Saved data entries
------------------------
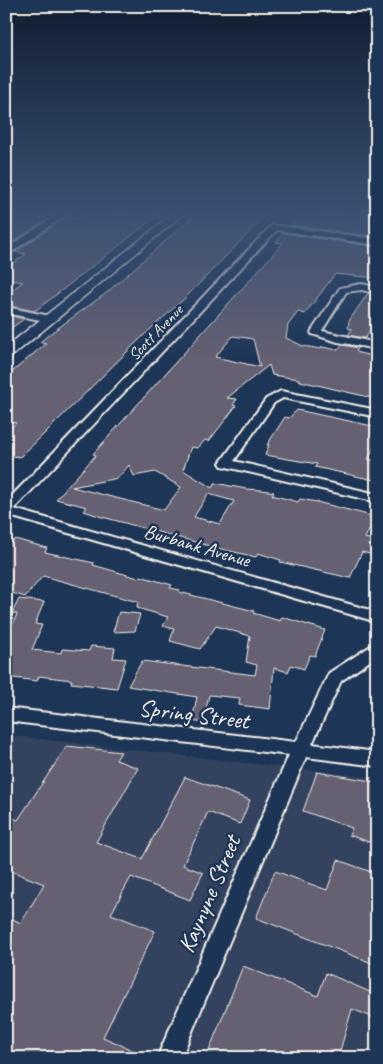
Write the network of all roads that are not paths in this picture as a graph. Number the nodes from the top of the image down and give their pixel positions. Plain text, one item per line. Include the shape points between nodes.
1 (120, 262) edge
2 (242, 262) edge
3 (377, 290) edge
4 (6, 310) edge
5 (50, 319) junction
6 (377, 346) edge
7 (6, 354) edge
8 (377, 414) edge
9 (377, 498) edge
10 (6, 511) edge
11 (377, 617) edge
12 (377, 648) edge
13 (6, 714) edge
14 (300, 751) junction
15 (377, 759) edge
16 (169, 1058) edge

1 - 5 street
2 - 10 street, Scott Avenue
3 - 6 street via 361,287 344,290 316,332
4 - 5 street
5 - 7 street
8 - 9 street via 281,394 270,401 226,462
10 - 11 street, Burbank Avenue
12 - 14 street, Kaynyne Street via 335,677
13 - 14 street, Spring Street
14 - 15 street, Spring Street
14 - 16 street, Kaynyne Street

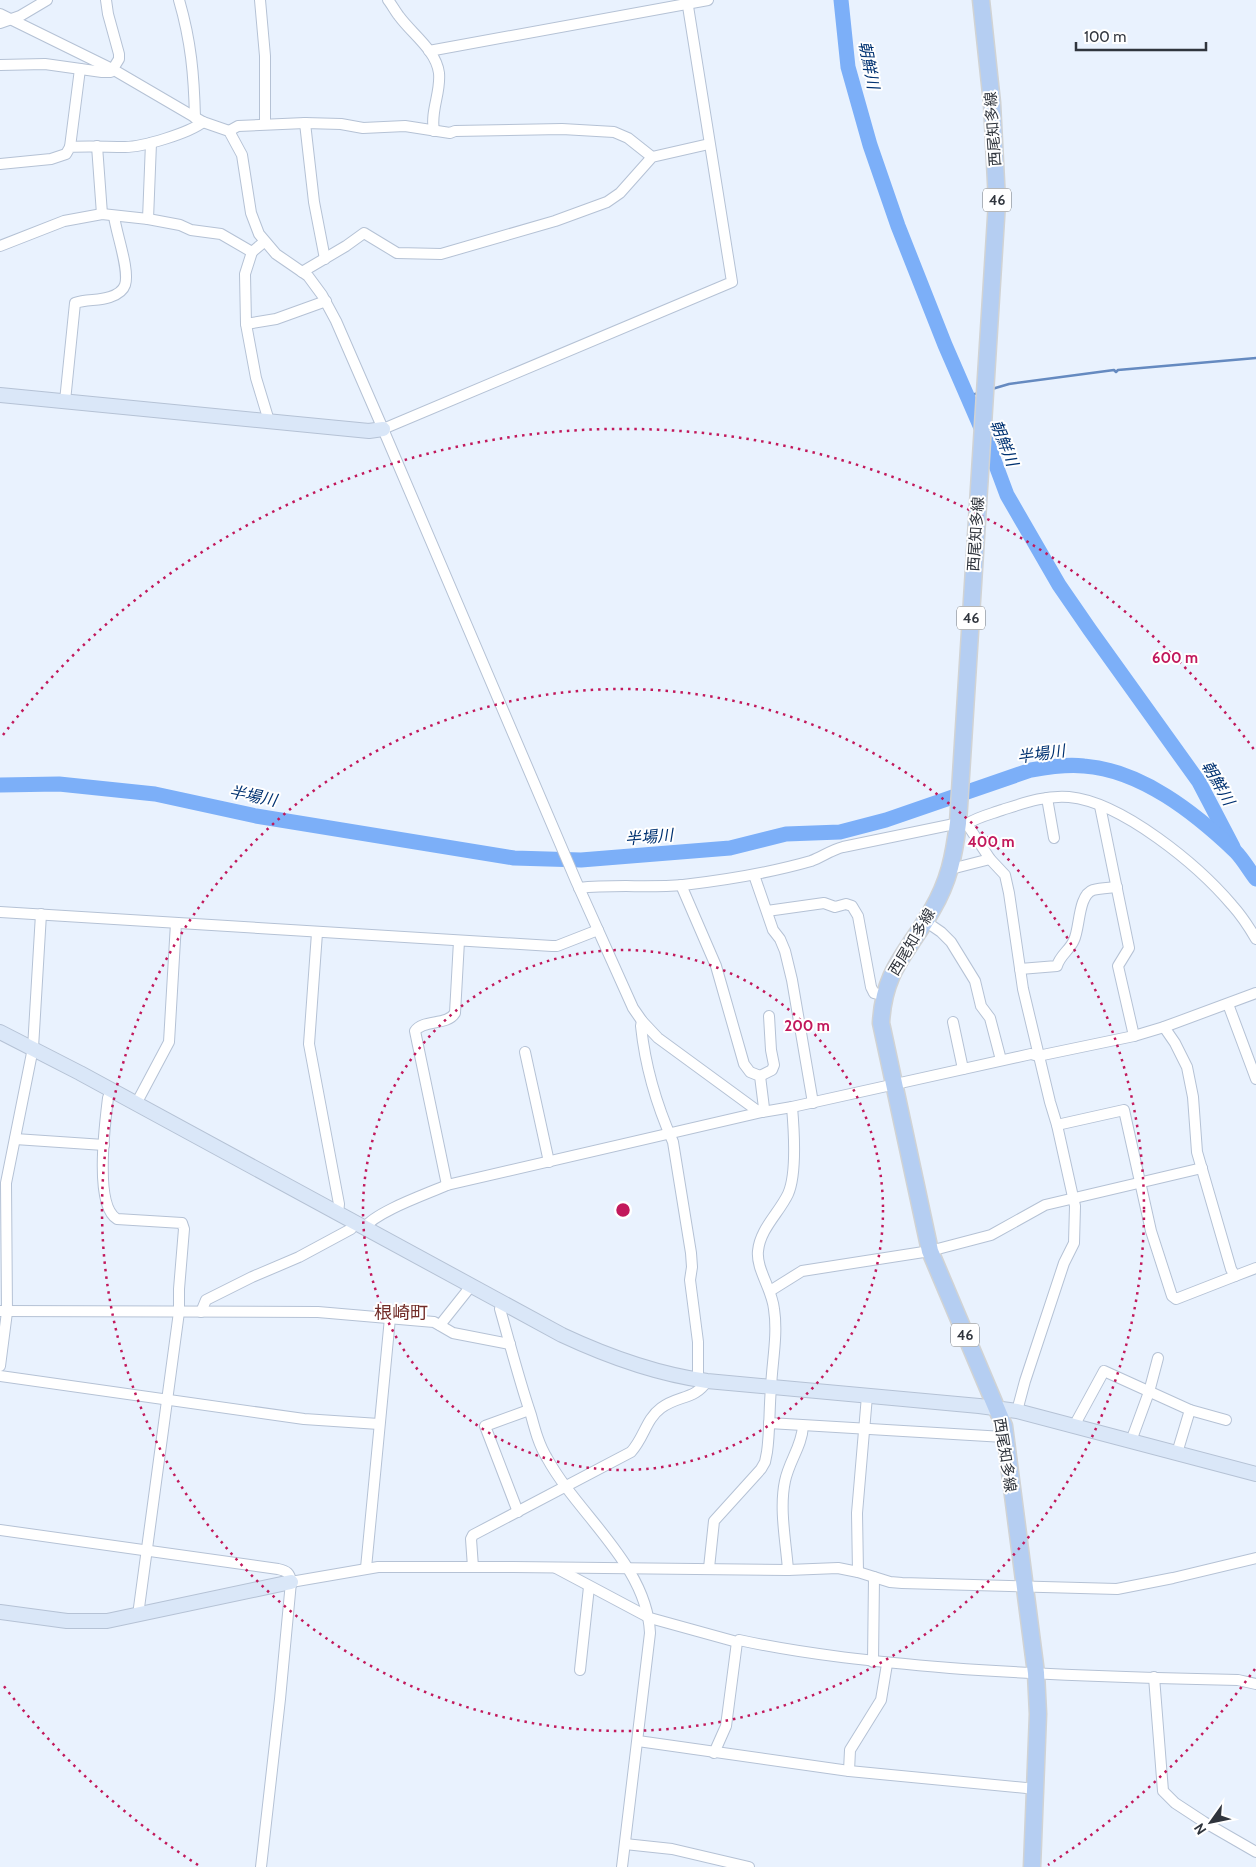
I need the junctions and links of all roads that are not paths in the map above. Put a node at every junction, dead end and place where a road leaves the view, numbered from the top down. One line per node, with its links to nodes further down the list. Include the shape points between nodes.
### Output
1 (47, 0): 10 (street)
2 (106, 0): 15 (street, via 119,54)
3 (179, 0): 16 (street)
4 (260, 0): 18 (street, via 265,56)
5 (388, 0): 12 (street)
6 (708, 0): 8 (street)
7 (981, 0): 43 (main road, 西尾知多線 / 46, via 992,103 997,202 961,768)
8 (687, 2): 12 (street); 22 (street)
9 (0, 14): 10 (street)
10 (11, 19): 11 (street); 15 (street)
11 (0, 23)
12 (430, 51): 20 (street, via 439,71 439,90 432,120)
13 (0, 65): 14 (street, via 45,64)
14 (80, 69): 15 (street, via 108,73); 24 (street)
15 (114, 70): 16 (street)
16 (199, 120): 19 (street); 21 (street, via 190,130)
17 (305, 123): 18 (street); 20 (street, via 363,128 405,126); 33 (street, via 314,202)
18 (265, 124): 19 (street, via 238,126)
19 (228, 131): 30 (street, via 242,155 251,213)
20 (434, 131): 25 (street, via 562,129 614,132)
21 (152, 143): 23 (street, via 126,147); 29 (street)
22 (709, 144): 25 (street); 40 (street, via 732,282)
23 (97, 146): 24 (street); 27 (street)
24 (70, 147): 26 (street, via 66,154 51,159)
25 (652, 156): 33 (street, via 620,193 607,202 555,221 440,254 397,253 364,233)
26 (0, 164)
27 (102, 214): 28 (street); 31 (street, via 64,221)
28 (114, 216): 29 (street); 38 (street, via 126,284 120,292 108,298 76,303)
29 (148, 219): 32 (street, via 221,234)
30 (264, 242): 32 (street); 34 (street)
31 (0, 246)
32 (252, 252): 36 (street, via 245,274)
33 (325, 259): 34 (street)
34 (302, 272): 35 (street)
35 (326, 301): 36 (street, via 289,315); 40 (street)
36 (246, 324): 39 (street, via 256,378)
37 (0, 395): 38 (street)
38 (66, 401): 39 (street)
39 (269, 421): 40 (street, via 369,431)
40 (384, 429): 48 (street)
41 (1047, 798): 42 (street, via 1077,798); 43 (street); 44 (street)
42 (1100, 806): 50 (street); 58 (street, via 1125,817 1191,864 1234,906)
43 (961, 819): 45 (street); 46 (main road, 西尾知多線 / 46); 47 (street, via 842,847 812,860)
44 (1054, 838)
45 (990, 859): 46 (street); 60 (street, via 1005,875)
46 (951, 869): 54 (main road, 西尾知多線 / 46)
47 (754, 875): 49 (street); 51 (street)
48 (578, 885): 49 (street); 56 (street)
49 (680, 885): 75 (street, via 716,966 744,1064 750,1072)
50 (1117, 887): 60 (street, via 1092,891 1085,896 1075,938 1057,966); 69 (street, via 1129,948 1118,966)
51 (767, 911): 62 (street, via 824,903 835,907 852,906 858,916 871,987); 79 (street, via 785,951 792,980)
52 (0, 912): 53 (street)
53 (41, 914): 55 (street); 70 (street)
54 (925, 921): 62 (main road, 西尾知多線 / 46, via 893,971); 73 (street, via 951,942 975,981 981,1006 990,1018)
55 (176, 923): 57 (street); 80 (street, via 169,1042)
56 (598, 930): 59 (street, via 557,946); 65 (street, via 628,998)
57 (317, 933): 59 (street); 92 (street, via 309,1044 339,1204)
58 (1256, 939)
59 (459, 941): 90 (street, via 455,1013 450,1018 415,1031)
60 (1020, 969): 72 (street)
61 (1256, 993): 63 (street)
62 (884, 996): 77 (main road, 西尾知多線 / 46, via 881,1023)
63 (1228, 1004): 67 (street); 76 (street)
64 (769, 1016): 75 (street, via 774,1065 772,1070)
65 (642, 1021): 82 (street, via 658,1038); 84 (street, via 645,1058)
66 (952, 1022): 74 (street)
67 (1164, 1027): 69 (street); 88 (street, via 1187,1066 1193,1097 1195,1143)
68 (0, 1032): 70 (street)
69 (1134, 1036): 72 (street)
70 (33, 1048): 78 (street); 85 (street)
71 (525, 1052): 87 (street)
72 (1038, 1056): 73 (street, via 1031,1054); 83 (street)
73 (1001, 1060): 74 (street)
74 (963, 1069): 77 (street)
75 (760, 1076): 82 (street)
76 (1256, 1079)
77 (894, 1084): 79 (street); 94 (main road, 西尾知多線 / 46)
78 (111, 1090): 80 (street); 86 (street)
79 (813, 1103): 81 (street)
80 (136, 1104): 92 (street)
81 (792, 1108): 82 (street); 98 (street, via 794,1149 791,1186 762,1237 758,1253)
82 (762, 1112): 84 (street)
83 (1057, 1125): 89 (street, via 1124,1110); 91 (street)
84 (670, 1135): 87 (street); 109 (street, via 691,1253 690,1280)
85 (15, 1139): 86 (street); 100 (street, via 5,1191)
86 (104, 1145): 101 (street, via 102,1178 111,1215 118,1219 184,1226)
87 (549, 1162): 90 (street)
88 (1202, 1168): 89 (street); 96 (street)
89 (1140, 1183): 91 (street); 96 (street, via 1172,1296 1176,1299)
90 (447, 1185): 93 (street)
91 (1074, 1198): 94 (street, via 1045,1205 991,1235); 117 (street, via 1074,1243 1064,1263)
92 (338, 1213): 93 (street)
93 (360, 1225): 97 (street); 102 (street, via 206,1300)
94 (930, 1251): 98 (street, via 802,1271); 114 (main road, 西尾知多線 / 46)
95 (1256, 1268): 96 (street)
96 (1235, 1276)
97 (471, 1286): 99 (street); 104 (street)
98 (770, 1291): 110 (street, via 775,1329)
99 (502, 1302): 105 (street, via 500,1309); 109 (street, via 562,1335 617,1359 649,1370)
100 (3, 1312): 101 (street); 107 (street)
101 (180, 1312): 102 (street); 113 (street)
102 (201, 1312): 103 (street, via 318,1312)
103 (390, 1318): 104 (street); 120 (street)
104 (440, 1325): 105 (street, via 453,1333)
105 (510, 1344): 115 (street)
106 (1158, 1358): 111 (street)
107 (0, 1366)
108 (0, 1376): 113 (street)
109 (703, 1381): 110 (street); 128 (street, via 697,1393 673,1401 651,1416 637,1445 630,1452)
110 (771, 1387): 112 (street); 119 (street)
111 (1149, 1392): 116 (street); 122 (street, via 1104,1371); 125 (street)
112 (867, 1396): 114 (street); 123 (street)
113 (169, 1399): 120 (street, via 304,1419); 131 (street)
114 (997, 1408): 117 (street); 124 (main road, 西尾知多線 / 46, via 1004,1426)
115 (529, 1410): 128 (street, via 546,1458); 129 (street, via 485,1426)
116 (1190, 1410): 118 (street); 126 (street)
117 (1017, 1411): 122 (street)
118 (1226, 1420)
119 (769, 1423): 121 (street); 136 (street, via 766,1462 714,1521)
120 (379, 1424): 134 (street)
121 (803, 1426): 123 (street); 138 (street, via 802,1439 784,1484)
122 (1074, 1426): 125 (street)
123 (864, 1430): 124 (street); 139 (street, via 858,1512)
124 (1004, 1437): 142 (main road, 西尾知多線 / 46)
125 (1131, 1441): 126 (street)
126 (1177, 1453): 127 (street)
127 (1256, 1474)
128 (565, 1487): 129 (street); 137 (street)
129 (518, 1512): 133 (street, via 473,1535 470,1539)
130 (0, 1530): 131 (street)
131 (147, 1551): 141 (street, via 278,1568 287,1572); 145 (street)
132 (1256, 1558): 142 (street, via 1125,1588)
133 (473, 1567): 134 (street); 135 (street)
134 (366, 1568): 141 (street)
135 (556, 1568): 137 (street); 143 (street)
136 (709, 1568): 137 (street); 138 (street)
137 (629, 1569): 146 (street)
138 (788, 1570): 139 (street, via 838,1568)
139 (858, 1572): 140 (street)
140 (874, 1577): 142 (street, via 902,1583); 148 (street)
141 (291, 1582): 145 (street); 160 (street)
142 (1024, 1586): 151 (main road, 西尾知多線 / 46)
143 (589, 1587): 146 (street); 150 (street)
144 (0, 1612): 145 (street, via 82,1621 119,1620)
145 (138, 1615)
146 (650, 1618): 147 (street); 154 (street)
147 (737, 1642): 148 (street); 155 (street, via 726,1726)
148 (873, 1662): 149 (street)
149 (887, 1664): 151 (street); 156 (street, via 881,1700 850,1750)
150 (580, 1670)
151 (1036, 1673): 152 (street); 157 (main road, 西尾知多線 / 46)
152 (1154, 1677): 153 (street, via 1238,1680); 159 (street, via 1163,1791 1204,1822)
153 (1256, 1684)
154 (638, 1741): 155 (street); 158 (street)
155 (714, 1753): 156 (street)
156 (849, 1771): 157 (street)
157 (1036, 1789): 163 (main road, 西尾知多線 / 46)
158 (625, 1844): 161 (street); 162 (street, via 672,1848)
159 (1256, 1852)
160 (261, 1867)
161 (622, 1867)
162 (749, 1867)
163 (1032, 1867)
------------------------
YOUR INSTRUCTIONS:
Where a line in the entries holds "roads", copy that line.

PROBLEM SOLUTION:
Write the network of all roads that are not paths in this picture as a graph. Number the nodes from the top of the image down and give their pixel positions. Plain text, one item per line. Include the shape points between nodes.
I need the junctions and links of all roads that are not paths in the map above. Put a node at every junction, dead end and place where a road leaves the view, numbered from the top down. One line per node, with its links to nodes further down the list. Include the shape points between nodes.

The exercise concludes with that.